[Collection entries]
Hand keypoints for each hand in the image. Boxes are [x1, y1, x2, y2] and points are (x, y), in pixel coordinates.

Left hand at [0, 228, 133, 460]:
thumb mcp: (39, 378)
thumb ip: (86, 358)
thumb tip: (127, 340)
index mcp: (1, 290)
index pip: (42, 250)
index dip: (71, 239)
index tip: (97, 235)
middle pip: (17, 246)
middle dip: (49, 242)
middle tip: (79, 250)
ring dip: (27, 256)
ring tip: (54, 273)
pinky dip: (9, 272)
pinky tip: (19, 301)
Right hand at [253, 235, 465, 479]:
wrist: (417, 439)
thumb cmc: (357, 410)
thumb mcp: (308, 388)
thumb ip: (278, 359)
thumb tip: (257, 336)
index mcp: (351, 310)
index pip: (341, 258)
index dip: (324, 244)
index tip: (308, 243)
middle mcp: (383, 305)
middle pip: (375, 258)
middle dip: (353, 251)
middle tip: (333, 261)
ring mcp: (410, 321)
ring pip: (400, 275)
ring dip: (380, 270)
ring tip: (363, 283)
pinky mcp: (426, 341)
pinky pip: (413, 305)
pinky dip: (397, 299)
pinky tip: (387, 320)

● **What needs to be done**
Please show each line in the records above that contains "hand".

● **Expected answer**
Hand keypoints for each hand in the image. Boxes are [x1, y1, x2, y2] and points are (x, y), in pixel coordinates.
Left hand at [0, 228, 133, 460]:
Right hand at [253, 235, 465, 479]:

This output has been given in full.